Накануне Венецианского кинофестиваля с НИКИТОЙ МИХАЛКОВЫМ побеседовал АНДРЕЙ Ъ-ПЛАХОВ.

— Одна из главных тем фильма "12" — чеченская война. Что вы хотите о ней сказать миру?

— О чем я хочу сказать? Решить иракскую проблему так, как ее пытаются решить, нереально. Либо это гигантский обман ради совсем других целей, либо это самоубийственная ошибка. Потому что, когда человек направляет самолет с 300 пассажирами на небоскреб, а его мать принимает поздравления и благодарит Аллаха за то, что у нее такой сын, с этой женщиной решить вопрос путем расстрела, экзекуции, порки невозможно. Это все равно что вегетарианцу пригрозить: мы вам мяса не дадим.

— Это про Ирак. А про Чечню?

— Абсолютно то же самое. Понятно, что боевиков надо наказывать, но корень же не в том. Надо сделать этих людей заинтересованными в том, чтобы их страна, то есть наша страна, Россия, была бы их страной.

— То есть фильм против войны?

— Конечно.

— Но, кажется, в нем единственная надежда — на русское офицерство.

— Абсолютно правильно. Где еще искать то, что называется честью? Ведь в гражданском нашем обществе это понятие вообще отсутствует. В армии эти два слова хотя бы существуют, как "спасибо", как "слушаюсь": "честь имею". Мой персонаж защищает то, что называется честью. И герой Маковецкого, кстати, тоже офицер.

— Где же грань между патриотизмом и ксенофобией?

— Дело в том, что это очень русская картина, и она патриотичная. Но не может быть патриотичной картины, которая основана на ксенофобии.

— Не может для вас?

— Для меня, разумеется. Потому что шовинизм и ксенофобия — это когда я люблю свое за счет других. Когда я говорю: я лучше тебя. Но я говорю: я люблю свое и готов тебе показать мое, чтобы ты его полюбил, а ты мне покажи свое. Я начал эту тему в "Урге", когда глазами русского шофера показал мир, который я не знаю, где многие вещи мне непонятны и смешны, но я уважаю этот мир, потому что так живут люди поколениями.

— В фильме Сиднея Люмета мужской пол героев был предопределен тем, что в ту пору женщин не допускали в присяжные. Если ваш фильм претендует на полноту картины российского общества, почему в ней не нашлось места женщине?

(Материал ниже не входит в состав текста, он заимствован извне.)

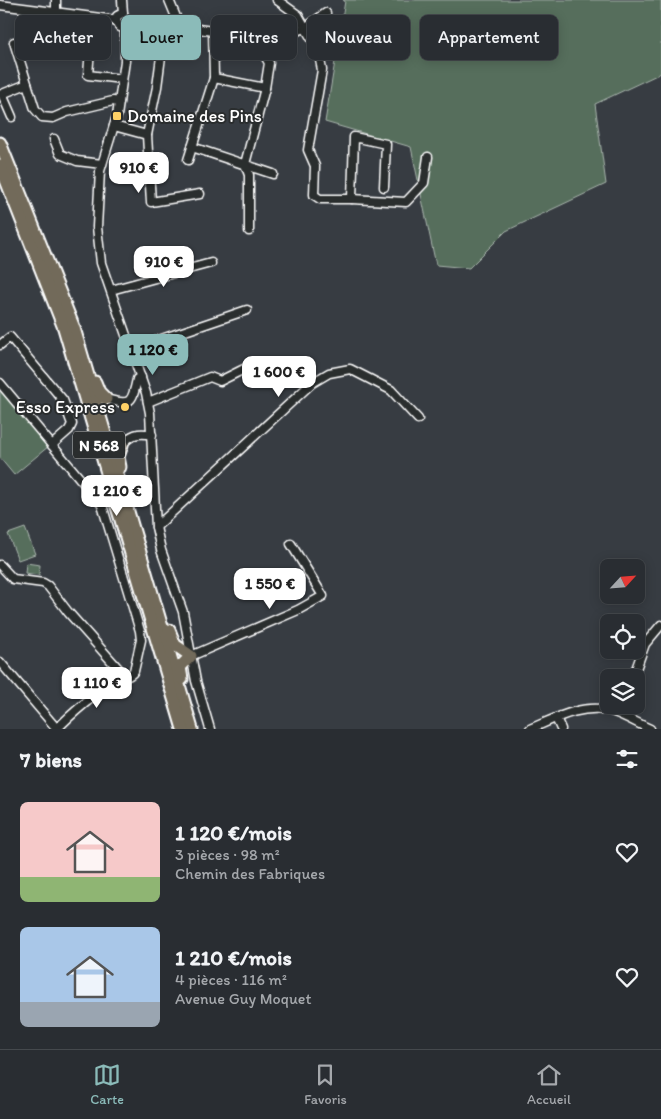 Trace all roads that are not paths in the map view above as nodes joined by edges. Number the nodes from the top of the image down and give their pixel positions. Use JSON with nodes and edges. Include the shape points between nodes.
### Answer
{"nodes":[{"id":1,"x":56,"y":0,"type":"edge"},
{"id":2,"x":122,"y":0,"type":"edge"},
{"id":3,"x":169,"y":0,"type":"edge"},
{"id":4,"x":277,"y":0,"type":"edge"},
{"id":5,"x":0,"y":5,"type":"edge"},
{"id":6,"x":56,"y":11,"type":"junction"},
{"id":7,"x":123,"y":13,"type":"junction"},
{"id":8,"x":326,"y":13,"type":"dead end"},
{"id":9,"x":128,"y":15,"type":"edge"},
{"id":10,"x":175,"y":15,"type":"edge"},
{"id":11,"x":116,"y":20,"type":"junction"},
{"id":12,"x":121,"y":27,"type":"edge"},
{"id":13,"x":305,"y":28,"type":"junction"},
{"id":14,"x":297,"y":31,"type":"edge"},
{"id":15,"x":14,"y":42,"type":"dead end"},
{"id":16,"x":89,"y":60,"type":"edge"},
{"id":17,"x":125,"y":60,"type":"edge"},
{"id":18,"x":161,"y":60,"type":"edge"},
{"id":19,"x":214,"y":60,"type":"edge"},
{"id":20,"x":267,"y":60,"type":"edge"},
{"id":21,"x":214,"y":78,"type":"junction"},
{"id":22,"x":122,"y":79,"type":"junction"},
{"id":23,"x":27,"y":84,"type":"junction"},
{"id":24,"x":265,"y":88,"type":"junction"},
{"id":25,"x":118,"y":102,"type":"junction"},
{"id":26,"x":12,"y":118,"type":"dead end"},
{"id":27,"x":114,"y":126,"type":"junction"},
{"id":28,"x":147,"y":135,"type":"junction"},
{"id":29,"x":54,"y":139,"type":"dead end"},
{"id":30,"x":0,"y":144,"type":"edge"},
{"id":31,"x":192,"y":147,"type":"junction"},
{"id":32,"x":428,"y":157,"type":"dead end"},
{"id":33,"x":188,"y":160,"type":"dead end"},
{"id":34,"x":102,"y":164,"type":"junction"},
{"id":35,"x":245,"y":164,"type":"junction"},
{"id":36,"x":0,"y":165,"type":"edge"},
{"id":37,"x":273,"y":174,"type":"dead end"},
{"id":38,"x":384,"y":187,"type":"dead end"},
{"id":39,"x":200,"y":194,"type":"dead end"},
{"id":40,"x":352,"y":199,"type":"junction"},
{"id":41,"x":249,"y":232,"type":"dead end"},
{"id":42,"x":211,"y":263,"type":"dead end"},
{"id":43,"x":111,"y":290,"type":"junction"},
{"id":44,"x":248,"y":310,"type":"dead end"},
{"id":45,"x":74,"y":328,"type":"junction"},
{"id":46,"x":0,"y":345,"type":"edge"},
{"id":47,"x":132,"y":349,"type":"junction"},
{"id":48,"x":250,"y":366,"type":"dead end"},
{"id":49,"x":141,"y":376,"type":"junction"},
{"id":50,"x":0,"y":382,"type":"edge"},
{"id":51,"x":106,"y":399,"type":"joint"},
{"id":52,"x":148,"y":402,"type":"junction"},
{"id":53,"x":418,"y":418,"type":"dead end"},
{"id":54,"x":152,"y":435,"type":"junction"},
{"id":55,"x":52,"y":445,"type":"junction"},
{"id":56,"x":122,"y":445,"type":"joint"},
{"id":57,"x":130,"y":520,"type":"junction"},
{"id":58,"x":156,"y":527,"type":"junction"},
{"id":59,"x":134,"y":534,"type":"junction"},
{"id":60,"x":291,"y":544,"type":"dead end"},
{"id":61,"x":0,"y":565,"type":"edge"},
{"id":62,"x":661,"y":625,"type":"edge"},
{"id":63,"x":192,"y":656,"type":"junction"},
{"id":64,"x":0,"y":662,"type":"edge"},
{"id":65,"x":636,"y":669,"type":"edge"},
{"id":66,"x":125,"y":676,"type":"junction"},
{"id":67,"x":600,"y":710,"type":"edge"},
{"id":68,"x":614,"y":714,"type":"edge"},
{"id":69,"x":556,"y":718,"type":"junction"},
{"id":70,"x":57,"y":729,"type":"edge"},
{"id":71,"x":183,"y":729,"type":"edge"},
{"id":72,"x":193,"y":729,"type":"edge"},
{"id":73,"x":210,"y":729,"type":"edge"},
{"id":74,"x":530,"y":729,"type":"edge"},
{"id":75,"x":561,"y":729,"type":"edge"},
{"id":76,"x":650,"y":729,"type":"edge"}],
"edges":[{"from":1,"to":6,"type":"street"},
{"from":2,"to":7,"type":"street"},
{"from":3,"to":10,"type":"street"},
{"from":4,"to":13,"type":"street","via":[[298,15]]},
{"from":5,"to":6,"type":"street"},
{"from":6,"to":11,"type":"street"},
{"from":7,"to":9,"type":"street"},
{"from":7,"to":11,"type":"street"},
{"from":8,"to":13,"type":"street"},
{"from":11,"to":12,"type":"street"},
{"from":13,"to":14,"type":"street"},
{"from":13,"to":40,"type":"street","via":[[318,50],[322,70],[308,150],[315,166],[314,195],[320,199]]},
{"from":15,"to":23,"type":"street"},
{"from":16,"to":22,"type":"street","via":[[88,75]]},
{"from":17,"to":22,"type":"street"},
{"from":18,"to":28,"type":"street"},
{"from":19,"to":21,"type":"street"},
{"from":20,"to":24,"type":"street"},
{"from":21,"to":24,"type":"street"},
{"from":21,"to":31,"type":"street"},
{"from":22,"to":25,"type":"street"},
{"from":23,"to":25,"type":"street","via":[[34,108],[42,118]]},
{"from":23,"to":26,"type":"street","via":[[2,94]]},
{"from":24,"to":35,"type":"street"},
{"from":25,"to":27,"type":"street"},
{"from":27,"to":28,"type":"street"},
{"from":27,"to":34,"type":"street"},
{"from":28,"to":39,"type":"street","via":[[151,202]]},
{"from":29,"to":34,"type":"street","via":[[60,154],[76,161]]},
{"from":30,"to":45,"type":"highway","number":"N 568"},
{"from":31,"to":33,"type":"street"},
{"from":31,"to":35,"type":"street"},
{"from":32,"to":40,"type":"street","via":[[424,183],[406,202]]},
{"from":34,"to":43,"type":"street","via":[[97,227],[101,263]]},
{"from":35,"to":37,"type":"street"},
{"from":35,"to":41,"type":"street","via":[[249,175]]},
{"from":36,"to":71,"type":"highway","number":"N 568","via":[[64,328]]},
{"from":38,"to":40,"type":"street","via":[[386,144],[354,137]]},
{"from":42,"to":43,"type":"street"},
{"from":43,"to":47,"type":"street"},
{"from":44,"to":47,"type":"street"},
{"from":45,"to":51,"type":"highway","via":[[99,392]]},
{"from":45,"to":57,"type":"highway","number":"N 568"},
{"from":46,"to":55,"type":"street","via":[[10,337],[63,400],[72,424]]},
{"from":47,"to":49,"type":"street"},
{"from":48,"to":52,"type":"street","via":[[220,381],[210,377]]},
{"from":49,"to":51,"type":"street","via":[[137,379],[134,396],[128,402]]},
{"from":49,"to":52,"type":"street"},
{"from":50,"to":55,"type":"street"},
{"from":52,"to":54,"type":"street"},
{"from":53,"to":58,"type":"street","via":[[391,390],[350,369],[329,373],[312,383]]},
{"from":54,"to":56,"type":"street","via":[[141,432],[130,436]]},
{"from":54,"to":58,"type":"street"},
{"from":55,"to":66,"type":"street","via":[[102,505],[140,631],[134,671]]},
{"from":56,"to":57,"type":"highway","via":[[118,457]]},
{"from":57,"to":59,"type":"highway","number":"N 568"},
{"from":58,"to":63,"type":"street","via":[[183,612]]},
{"from":59,"to":63,"type":"highway","via":[[173,640]]},
{"from":59,"to":72,"type":"highway","number":"N 568"},
{"from":60,"to":63,"type":"street","via":[[323,596]]},
{"from":61,"to":66,"type":"street","via":[[13,579],[48,586]]},
{"from":62,"to":65,"type":"street","via":[[645,644]]},
{"from":63,"to":72,"type":"highway","via":[[180,667]]},
{"from":63,"to":73,"type":"street"},
{"from":64,"to":70,"type":"street"},
{"from":66,"to":70,"type":"street","via":[[102,690]]},
{"from":67,"to":69,"type":"street","via":[[579,710]]},
{"from":68,"to":76,"type":"street"},
{"from":69,"to":74,"type":"street"},
{"from":69,"to":75,"type":"street"}]} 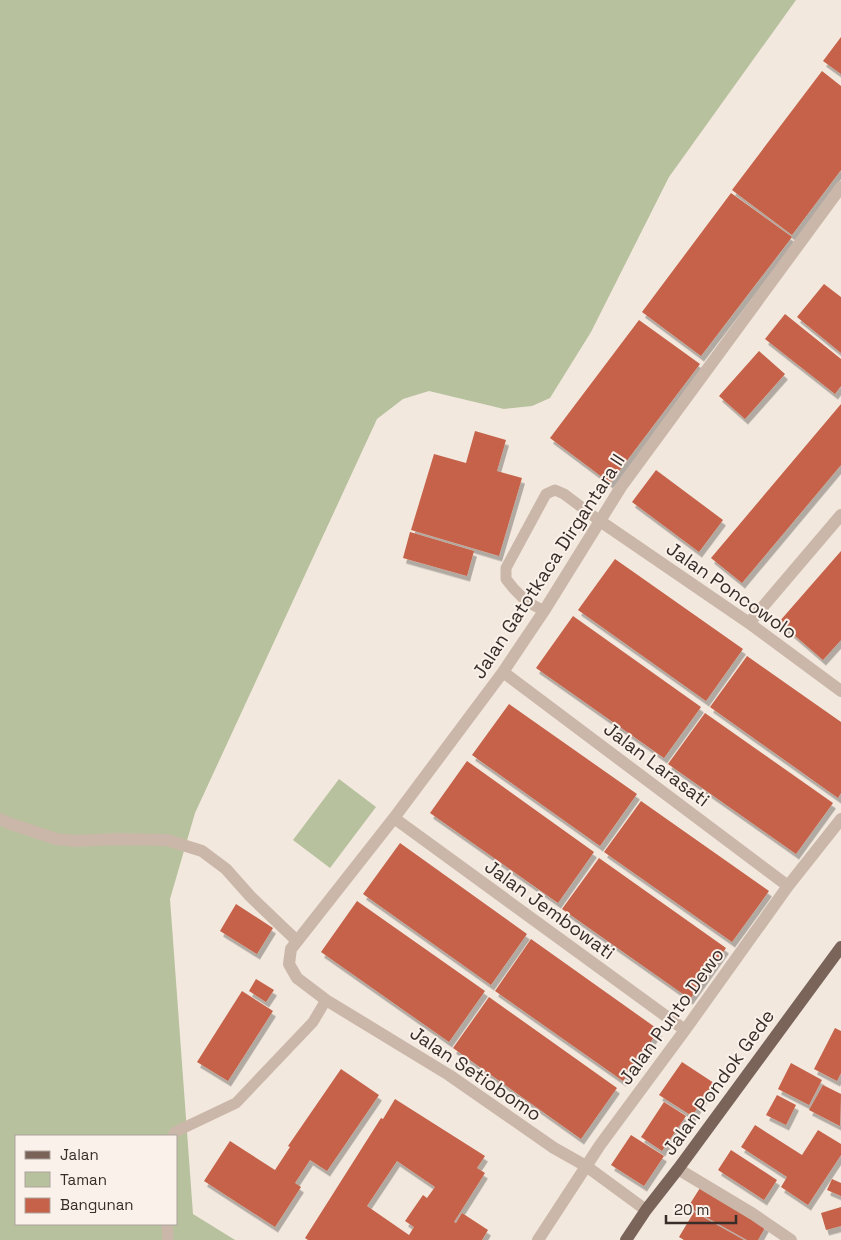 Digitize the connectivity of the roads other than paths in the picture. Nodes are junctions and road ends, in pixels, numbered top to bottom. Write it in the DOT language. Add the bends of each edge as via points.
graph roads {
  1 [pos="841,187"];
  2 [pos="841,515"];
  3 [pos="600,521"];
  4 [pos="544,611"];
  5 [pos="749,622"];
  6 [pos="503,672"];
  7 [pos="841,691"];
  8 [pos="394,818"];
  9 [pos="0,819"];
  10 [pos="841,819"];
  11 [pos="788,886"];
  12 [pos="297,941"];
  13 [pos="841,947"];
  14 [pos="289,964"];
  15 [pos="326,1000"];
  16 [pos="685,1030"];
  17 [pos="174,1135"];
  18 [pos="586,1166"];
  19 [pos="678,1169"];
  20 [pos="646,1210"];
  21 [pos="167,1225"];
  22 [pos="168,1240"];
  23 [pos="538,1240"];
  24 [pos="626,1240"];
  25 [pos="791,1240"];
  1 -- 3 [label="street, Jalan Gatotkaca Dirgantara II" via="621,487"];
  2 -- 5 [label="street"];
  3 -- 4 [label="street, Jalan Gatotkaca Dirgantara II"];
  3 -- 4 [label="lane" via="564,494 555,490 546,494 506,568 506,579 514,589 526,601"];
  3 -- 5 [label="street, Jalan Poncowolo"];
  4 -- 6 [label="street, Jalan Gatotkaca Dirgantara II"];
  5 -- 7 [label="street, Jalan Poncowolo"];
  6 -- 8 [label="street, Jalan Gatotkaca Dirgantara II"];
  6 -- 11 [label="street, Jalan Larasati"];
  8 -- 12 [label="street, Jalan Gatotkaca Dirgantara II"];
  8 -- 16 [label="street, Jalan Jembowati"];
  9 -- 12 [label="street" via="56,839 167,840 202,851 226,869"];
  10 -- 11 [label="street, Jalan Punto Dewo"];
  11 -- 16 [label="street, Jalan Punto Dewo"];
  12 -- 14 [label="street, Jalan Gatotkaca Dirgantara II" via="291,949"];
  13 -- 19 [label="main road, Jalan Pondok Gede"];
  14 -- 15 [label="street, Jalan Setiobomo" via="296,978"];
  15 -- 17 [label="lane" via="313,1022 236,1103"];
  15 -- 18 [label="street, Jalan Setiobomo" via="448,1074 554,1148"];
  16 -- 18 [label="street, Jalan Punto Dewo"];
  18 -- 20 [label="street, Jalan Setiobomo"];
  18 -- 23 [label="street, Jalan Punto Dewo"];
  19 -- 20 [label="main road, Jalan Pondok Gede"];
  19 -- 25 [label="street"];
  20 -- 24 [label="main road, Jalan Pondok Gede"];
  21 -- 22 [label="lane"];
}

— Присутствие женщины крайне осложнило бы ситуацию. Я был бы вынужден стягивать драматургию к женскому персонажу. Либо должны были быть одни только женщины, это была бы совсем другая история, хотя и про то же самое.

— Появления фильма "12" ждали еще в прошлом году, уже тогда предполагалось, что он может быть включен в программу Венецианского фестиваля. И вот, задержавшись на целый год, картина все-таки попала именно сюда. Чего вы ждете от этого фестиваля?

— Здесь я получал "Золотого льва", вообще Италия — самая близкая мне страна, я снимал там "Очи черные" и ставил спектакль с Марчелло Мастроянни. Но в данном случае не тешу себя большими надеждами по поводу фильма. Понимаю, что, за некоторыми исключениями, это фильм о наших, уж очень наших проблемах. Мне приятно, что картина в конкурсе, это важно и для ее продвижения в России. Но если бы какой-то волшебник сказал мне: смотри, твоя картина не получит приза, а получит вот эта, но есть возможность, чтобы ты стал режиссером вот этой призовой картины,— я бы не раздумывая отказался. Потому что для меня очень важно, что я режиссер именно этого фильма.

— Вы учитывали правила политкорректности в изображении чеченцев и представителей других наций?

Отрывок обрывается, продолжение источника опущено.